Si ce premier but avait provoqué l'indignation des protégés de Bobby Robson, le deuxième de l'Argentin avait éteint l'incendie. "Ce fut fantastique. On ne verrait même pas un but comme celui-là dans un match de gosses dans un parc. Et Maradona a fait tout ça dans un quart de finale de Coupe du Monde !", se morfondait le sélectionneur des Three Lions.

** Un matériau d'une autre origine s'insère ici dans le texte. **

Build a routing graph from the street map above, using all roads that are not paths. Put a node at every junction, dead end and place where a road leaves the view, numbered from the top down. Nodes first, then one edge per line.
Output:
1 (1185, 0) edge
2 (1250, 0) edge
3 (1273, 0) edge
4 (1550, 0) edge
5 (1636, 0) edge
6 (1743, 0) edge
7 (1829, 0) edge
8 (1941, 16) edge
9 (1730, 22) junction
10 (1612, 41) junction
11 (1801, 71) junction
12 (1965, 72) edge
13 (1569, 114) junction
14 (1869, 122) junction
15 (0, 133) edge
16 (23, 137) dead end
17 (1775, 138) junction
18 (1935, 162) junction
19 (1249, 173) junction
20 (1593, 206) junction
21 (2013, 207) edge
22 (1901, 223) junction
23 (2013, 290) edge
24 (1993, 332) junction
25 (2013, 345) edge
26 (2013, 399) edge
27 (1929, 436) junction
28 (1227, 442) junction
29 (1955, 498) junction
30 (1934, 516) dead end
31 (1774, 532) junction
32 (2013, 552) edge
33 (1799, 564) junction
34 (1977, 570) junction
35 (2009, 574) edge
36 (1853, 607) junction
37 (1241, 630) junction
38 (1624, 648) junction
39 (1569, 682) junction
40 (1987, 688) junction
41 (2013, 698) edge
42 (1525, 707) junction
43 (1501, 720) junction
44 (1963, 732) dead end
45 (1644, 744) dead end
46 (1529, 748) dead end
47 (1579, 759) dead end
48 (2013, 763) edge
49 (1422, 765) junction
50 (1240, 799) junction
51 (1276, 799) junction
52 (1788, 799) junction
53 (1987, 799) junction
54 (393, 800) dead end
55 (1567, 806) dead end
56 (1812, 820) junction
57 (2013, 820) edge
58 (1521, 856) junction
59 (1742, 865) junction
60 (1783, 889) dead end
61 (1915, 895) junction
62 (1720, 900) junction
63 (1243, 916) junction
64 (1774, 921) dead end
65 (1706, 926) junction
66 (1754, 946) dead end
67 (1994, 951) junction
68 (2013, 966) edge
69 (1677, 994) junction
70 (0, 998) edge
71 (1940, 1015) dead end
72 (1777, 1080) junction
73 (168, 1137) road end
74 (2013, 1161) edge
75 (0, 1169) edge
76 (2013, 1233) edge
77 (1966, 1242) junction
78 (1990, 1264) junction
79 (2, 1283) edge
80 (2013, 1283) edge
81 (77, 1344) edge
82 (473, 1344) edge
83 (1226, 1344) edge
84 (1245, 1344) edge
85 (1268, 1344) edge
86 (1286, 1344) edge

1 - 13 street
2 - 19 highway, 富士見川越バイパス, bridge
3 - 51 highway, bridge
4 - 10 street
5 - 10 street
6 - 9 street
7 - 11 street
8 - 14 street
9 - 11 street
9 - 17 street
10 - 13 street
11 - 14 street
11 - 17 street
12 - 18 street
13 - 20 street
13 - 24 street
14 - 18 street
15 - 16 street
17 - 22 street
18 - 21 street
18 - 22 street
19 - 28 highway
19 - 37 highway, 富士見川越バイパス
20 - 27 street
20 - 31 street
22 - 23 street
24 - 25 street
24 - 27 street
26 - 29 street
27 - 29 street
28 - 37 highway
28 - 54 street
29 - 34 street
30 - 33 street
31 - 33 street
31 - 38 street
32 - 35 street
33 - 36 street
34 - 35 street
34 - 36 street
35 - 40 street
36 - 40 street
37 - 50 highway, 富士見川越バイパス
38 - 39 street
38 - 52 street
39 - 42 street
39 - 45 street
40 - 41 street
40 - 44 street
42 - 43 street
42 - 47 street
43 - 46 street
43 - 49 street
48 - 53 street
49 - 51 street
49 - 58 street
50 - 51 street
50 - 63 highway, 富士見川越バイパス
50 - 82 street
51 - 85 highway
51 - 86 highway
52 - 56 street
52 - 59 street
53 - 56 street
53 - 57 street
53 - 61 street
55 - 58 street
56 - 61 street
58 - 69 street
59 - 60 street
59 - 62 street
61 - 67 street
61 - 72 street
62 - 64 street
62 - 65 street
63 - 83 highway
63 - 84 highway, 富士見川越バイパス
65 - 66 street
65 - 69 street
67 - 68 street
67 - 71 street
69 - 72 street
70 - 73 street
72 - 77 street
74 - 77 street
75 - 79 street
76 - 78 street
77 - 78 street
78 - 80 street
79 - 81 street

Soulier d'or de l'édition mexicaine, Gary Lineker est allé plus loin en déclarant : "Pour la première fois de ma carrière, j'ai eu envie d'applaudir le but d'un adversaire". Étonnant, d'autant plus que le joueur le plus fâché par le but de Maradona a été l'un de ses coéquipiers : Jorge Valdano. Explication de l'intéressé : "Une fois de retour aux vestiaires, Diego m'a demandé pardon pour ne m'avoir pas passé le ballon, alors que j'accompagnais l'action de l'autre côté. Je n'ai pas pu me retenir de l'insulter ! J'ai senti qu'il me manquait de respect en tant que footballeur. Cela voulait dire qu'en plus de faire tout ce qu'il avait fait, il avait eu le temps de me voir ? Tout simplement impossible, à part pour un joueur de sa classe".